**Assignment**
Repeat the data below in full. Pictures must not be part of the copy.

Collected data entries
.....

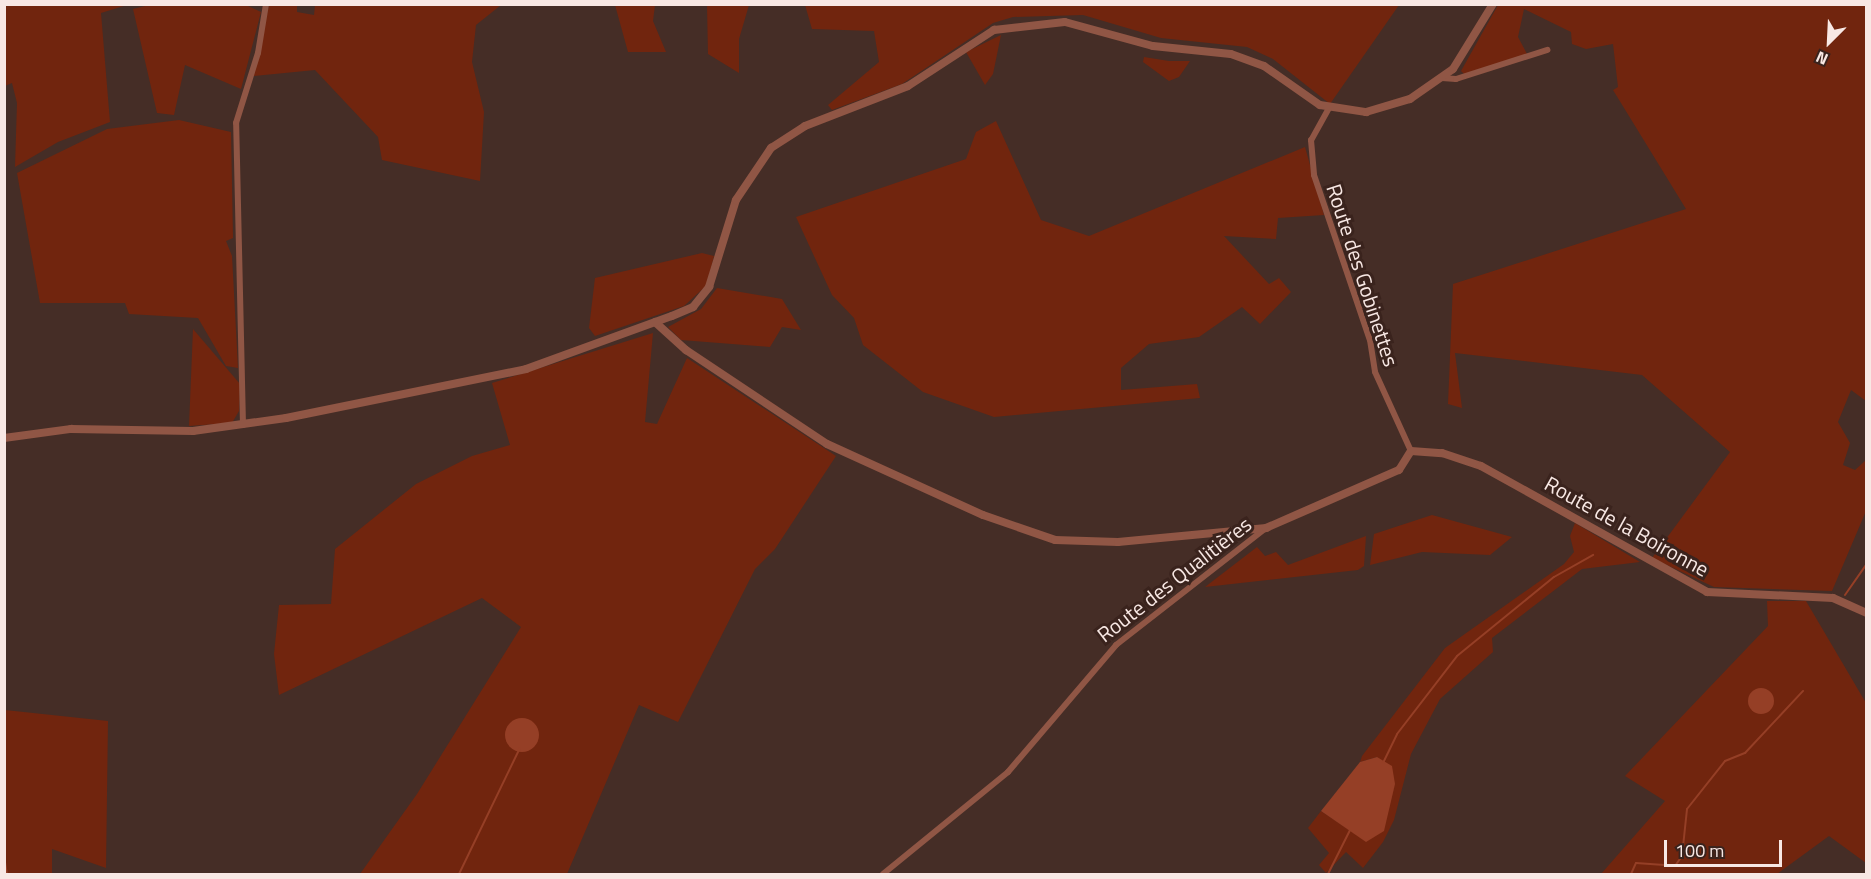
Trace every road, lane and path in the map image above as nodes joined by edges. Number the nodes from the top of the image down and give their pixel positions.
1 (266, 4) edge
2 (1493, 4) edge
3 (1547, 50) dead end
4 (1442, 78) junction
5 (1329, 108) junction
6 (655, 322) junction
7 (243, 425) junction
8 (4, 438) edge
9 (1411, 451) junction
10 (1266, 528) junction
11 (1866, 613) edge
12 (883, 874) edge

1 - 7 street
2 - 4 street
3 - 4 street
4 - 5 street
5 - 6 street
5 - 9 street, Route des Gobinettes
6 - 7 street
6 - 10 street
7 - 8 street
9 - 10 street, Route des Qualitières
9 - 11 street, Route de la Boironne
10 - 12 street, Route des Qualitières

.....

**Result of this exercise**
Trace every road, lane and path in the map image above as nodes joined by edges. Number the nodes from the top of the image down and give their pixel positions.
1 (266, 4) edge
2 (1493, 4) edge
3 (1547, 50) dead end
4 (1442, 78) junction
5 (1329, 108) junction
6 (655, 322) junction
7 (243, 425) junction
8 (4, 438) edge
9 (1411, 451) junction
10 (1266, 528) junction
11 (1866, 613) edge
12 (883, 874) edge

1 - 7 street
2 - 4 street
3 - 4 street
4 - 5 street
5 - 6 street
5 - 9 street, Route des Gobinettes
6 - 7 street
6 - 10 street
7 - 8 street
9 - 10 street, Route des Qualitières
9 - 11 street, Route de la Boironne
10 - 12 street, Route des Qualitières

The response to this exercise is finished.